Cours d’agriculture (Rozier)/ONGUENT DE SAINT-FIACRE

Hôtel Serpente (Tome septièmep. 280-281).


ONGUENT DE SAINT-FIACRE. Jardinage. Nom donné à un mélange de bouse de vache ou de bœuf avec de l’argile ou autre terre tenace ; il a été appelé de saint Fiacre, parce que ce saint est le patron des jardiniers. Lorsque ces deux substances sont fortement corroyées ensemble, elles se gercent peu, & présentent un tout solide & très-utile pour recouvrir les plaies faites aux arbres, ou la place sur laquelle on a fait l’amputation de quelque branche. La bouse de vache lie entre elles les molécules de l’argile, & leur sert de gluten ; ce qui n’empêche pas cependant, si la plaie est considérable, que l’argile ne prenne de la retraite en se desséchant & qu’il ne se gerce ; mais si pendant le corroi on ajoute des balles de blé ou d’orge, elles forment, par leur entrelassement, autant de liens qui empêchent les gerçures. Il en est de cet onguent comme de ceux qui sont employés sur les chairs de l’homme & de l’animal ; il soustrait la plaie au contact de l’air, préserve la partie ligneuse (qui correspond à la chair animale) du hâle, du desséchement, & permet à l’écorce (en tout semblable à l’épiderme) de s’étendre, de s’alonger, de recouvrir la plaie, enfin de former la cicatrice.

Si chaque fois que l’on taille un olivier, un mûrier, un châtaignier, (voyez ces mots) ou tel autre arbre, on avoit la sage précaution d’employer l’onguent de saint Fiacre, la pourriture ne s’établiroit pas dans la plaie, & le bois ne pourriroit pas depuis le sommet jusqu’à sa base, & par ce moyen on n’auroit aucun tronc creux ou caverneux. Il faut entendre bien peu ses intérêts pour ne pas conserver avec le plus grand soin les troncs des arbres dont le bois est si précieux pour la menuiserie, & dont les fruits offrent d’excellentes récoltes. L’amateur des arbres fruitiers a toujours en réserve une certaine quantité d’onguent de saint Fiacre, afin de s’en servir au besoin, pendant que l’agriculteur charpente ses arbres sans tâcher de remédier au mal qu’il leur fait !
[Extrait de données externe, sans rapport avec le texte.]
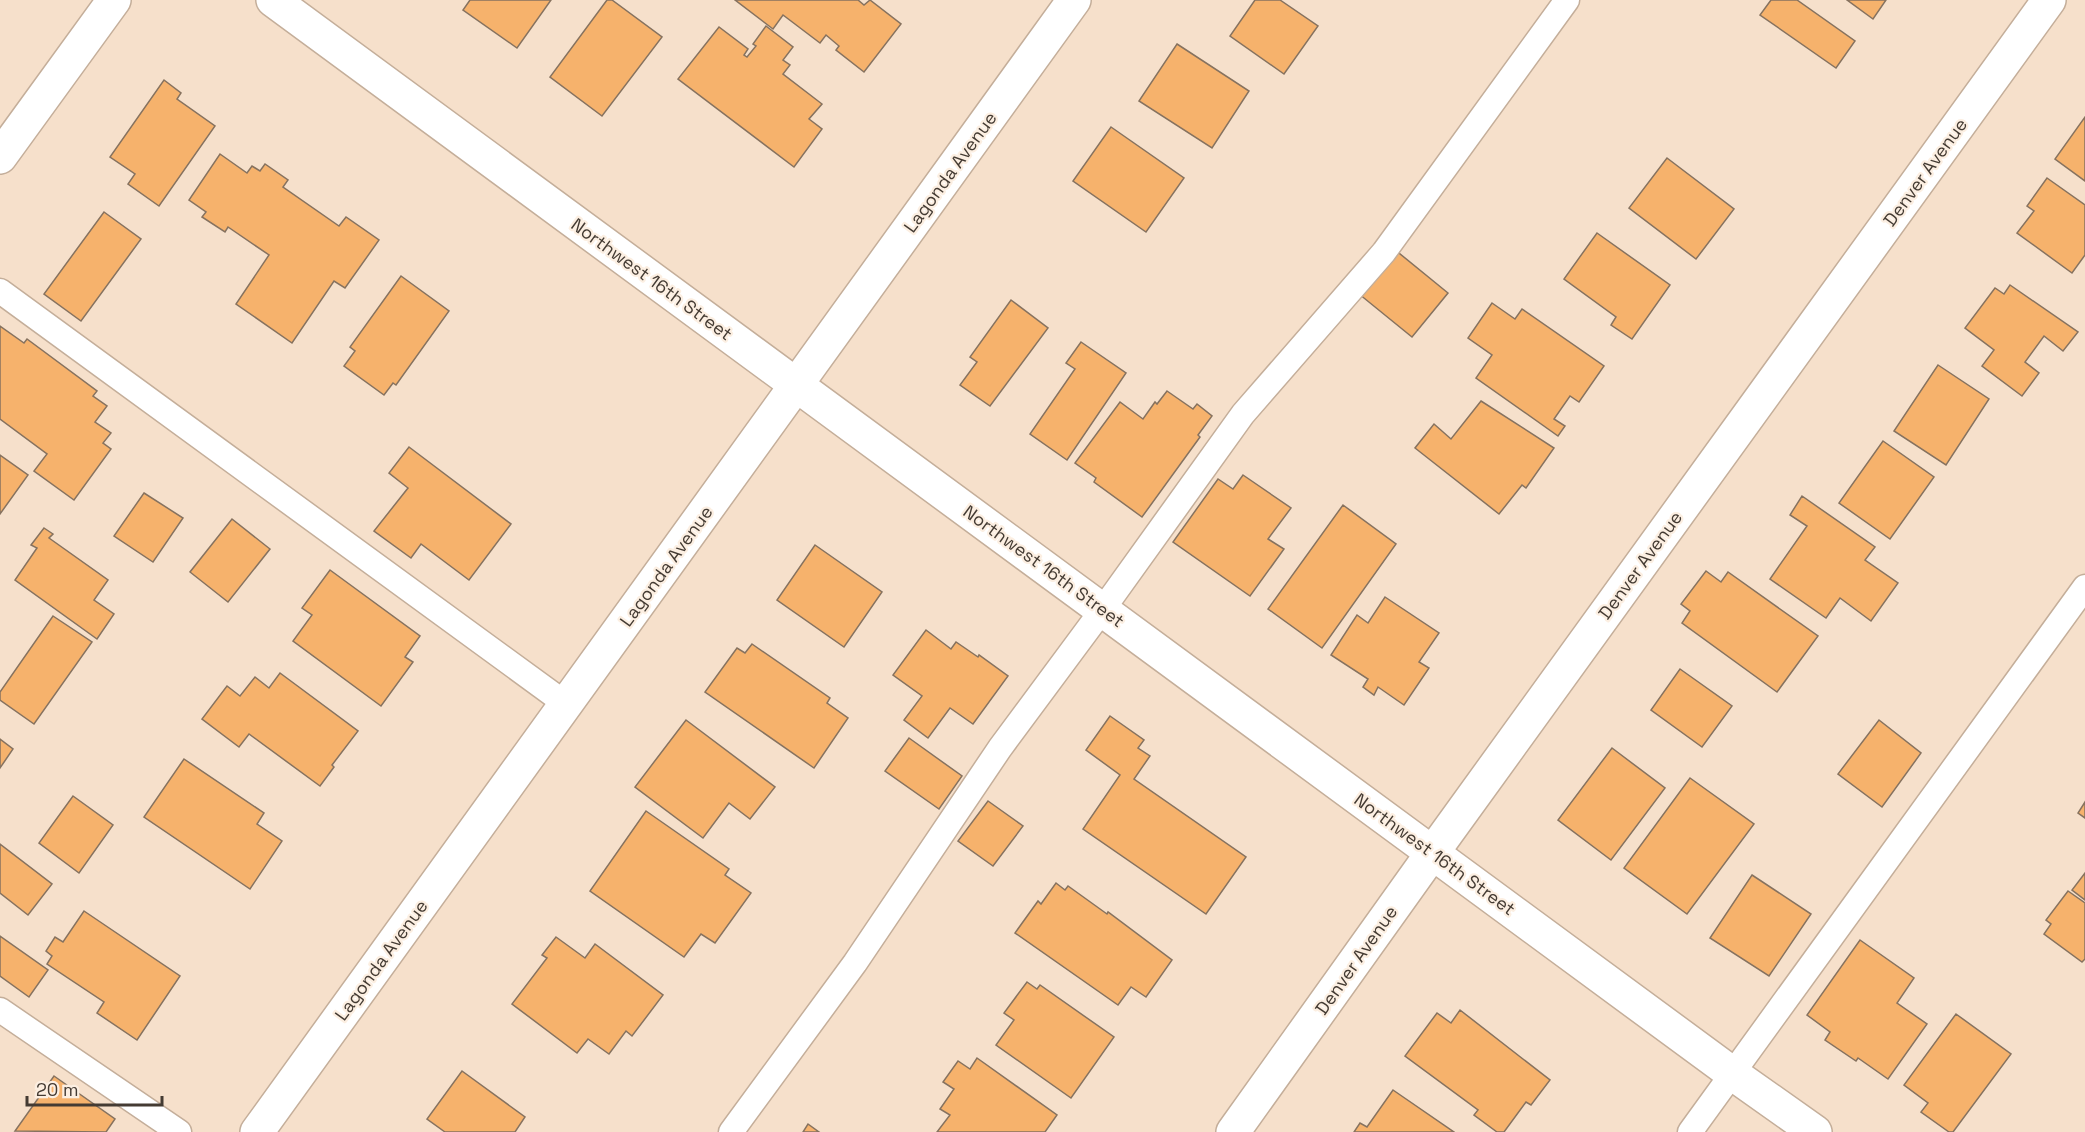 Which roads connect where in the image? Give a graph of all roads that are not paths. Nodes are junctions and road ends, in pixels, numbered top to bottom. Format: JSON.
{"nodes":[{"id":1,"x":114,"y":0,"type":"edge"},
{"id":2,"x":273,"y":0,"type":"edge"},
{"id":3,"x":1074,"y":0,"type":"edge"},
{"id":4,"x":1567,"y":0,"type":"edge"},
{"id":5,"x":2049,"y":0,"type":"edge"},
{"id":6,"x":0,"y":158,"type":"edge"},
{"id":7,"x":0,"y":291,"type":"edge"},
{"id":8,"x":797,"y":385,"type":"junction"},
{"id":9,"x":2085,"y":587,"type":"edge"},
{"id":10,"x":1103,"y":609,"type":"junction"},
{"id":11,"x":566,"y":704,"type":"junction"},
{"id":12,"x":1432,"y":852,"type":"junction"},
{"id":13,"x":0,"y":1010,"type":"edge"},
{"id":14,"x":1733,"y":1074,"type":"junction"},
{"id":15,"x":179,"y":1132,"type":"edge"},
{"id":16,"x":257,"y":1132,"type":"edge"},
{"id":17,"x":730,"y":1132,"type":"edge"},
{"id":18,"x":1233,"y":1132,"type":"edge"},
{"id":19,"x":1690,"y":1132,"type":"edge"},
{"id":20,"x":1815,"y":1132,"type":"edge"}],
"edges":[{"from":1,"to":6,"type":"street"},
{"from":2,"to":8,"type":"street","name":"Northwest 16th Street"},
{"from":3,"to":8,"type":"street","name":"Lagonda Avenue"},
{"from":4,"to":10,"type":"lane"},
{"from":5,"to":12,"type":"street","name":"Denver Avenue"},
{"from":7,"to":11,"type":"lane"},
{"from":8,"to":10,"type":"street","name":"Northwest 16th Street"},
{"from":8,"to":11,"type":"street","name":"Lagonda Avenue"},
{"from":9,"to":14,"type":"lane"},
{"from":10,"to":12,"type":"street","name":"Northwest 16th Street"},
{"from":10,"to":17,"type":"lane"},
{"from":11,"to":16,"type":"street","name":"Lagonda Avenue"},
{"from":12,"to":14,"type":"street","name":"Northwest 16th Street"},
{"from":12,"to":18,"type":"street","name":"Denver Avenue"},
{"from":13,"to":15,"type":"lane"},
{"from":14,"to":19,"type":"lane"},
{"from":14,"to":20,"type":"street","name":"Northwest 16th Street"}]} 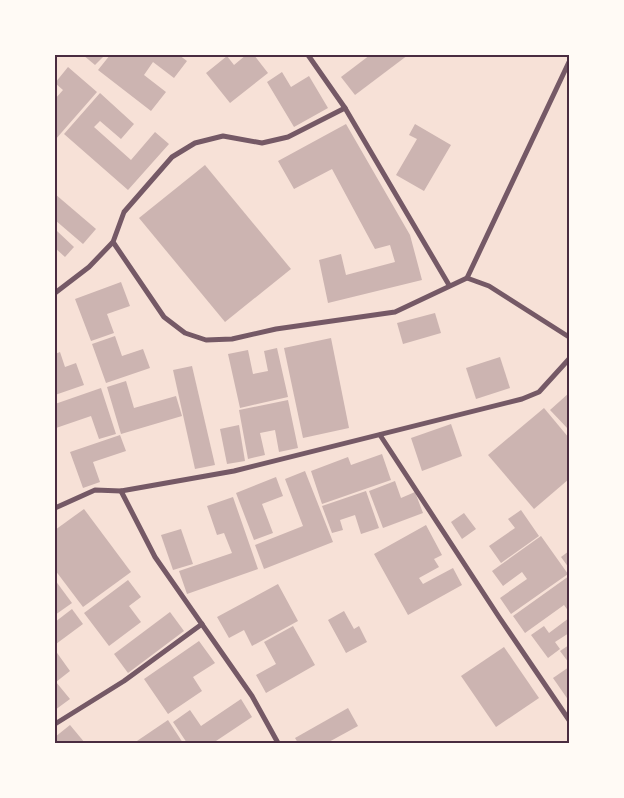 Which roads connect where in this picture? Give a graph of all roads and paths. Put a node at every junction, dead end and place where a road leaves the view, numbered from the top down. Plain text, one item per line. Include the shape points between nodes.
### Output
1 (308, 55) edge
2 (569, 62) edge
3 (345, 108) junction
4 (113, 242) junction
5 (467, 278) junction
6 (449, 285) junction
7 (55, 294) edge
8 (569, 337) edge
9 (569, 359) edge
10 (380, 435) junction
11 (122, 491) junction
12 (55, 508) edge
13 (202, 624) junction
14 (569, 720) edge
15 (55, 724) edge
16 (278, 743) edge

1 - 3 street
2 - 5 street
3 - 4 street via 288,137 262,143 223,136 195,143 172,157 124,212
3 - 6 street
4 - 6 street via 164,317 185,333 206,340 232,339 276,329 395,312
4 - 7 street via 89,267
5 - 6 street
5 - 8 street via 489,286
9 - 10 street via 539,392 522,399
10 - 11 street via 234,471
10 - 14 street
11 - 12 street via 95,490
11 - 13 street via 156,557
13 - 15 street via 124,681
13 - 16 street via 252,696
On prépare avec soin, & l’on vend dans les boutiques des cires jaunes, vertes, rouges, &c. dont on se sert inutilement pour les orangers ou pour tels autres arbres fruitiers. On verroit, si l’on prenoit la peine de l’examiner, 1o. que les cires, ou telles autres préparations graisseuses, ne s’appliquent jamais bien sur les plaies des arbres ; l’humidité causée par l’ascension de la séve s’y oppose, & la cire se détache par écailles ; 2o. on verroit que la portion de l’écorce, seule partie regénérative, se dessèche, parce que la transpiration a été interceptée : dès-lors elle peut tout au plus, & à la longue, être chassée par l’extension de l’écorce inférieure à elle, & la plaie n’est que très-tard cicatrisée. Un pareil inconvénient n’est point à craindre si l’on se sert de l’onguent de saint Fiacre : il s’adapte intimement au bois, intercepte l’action de l’air extérieur, & garantit la plaie du hâle & du desséchement ; ensuite les bords de l’écorce forment le bourrelet (voyez ce mot) : ce bourrelet soulève l’argile qui lui devient inutile : enfin peu à peu l’écorce recouvre toute la superficie de la plaie : ceci n’est point un objet de théorie ; il suffit d’avoir des yeux pour être en état de juger soi-même.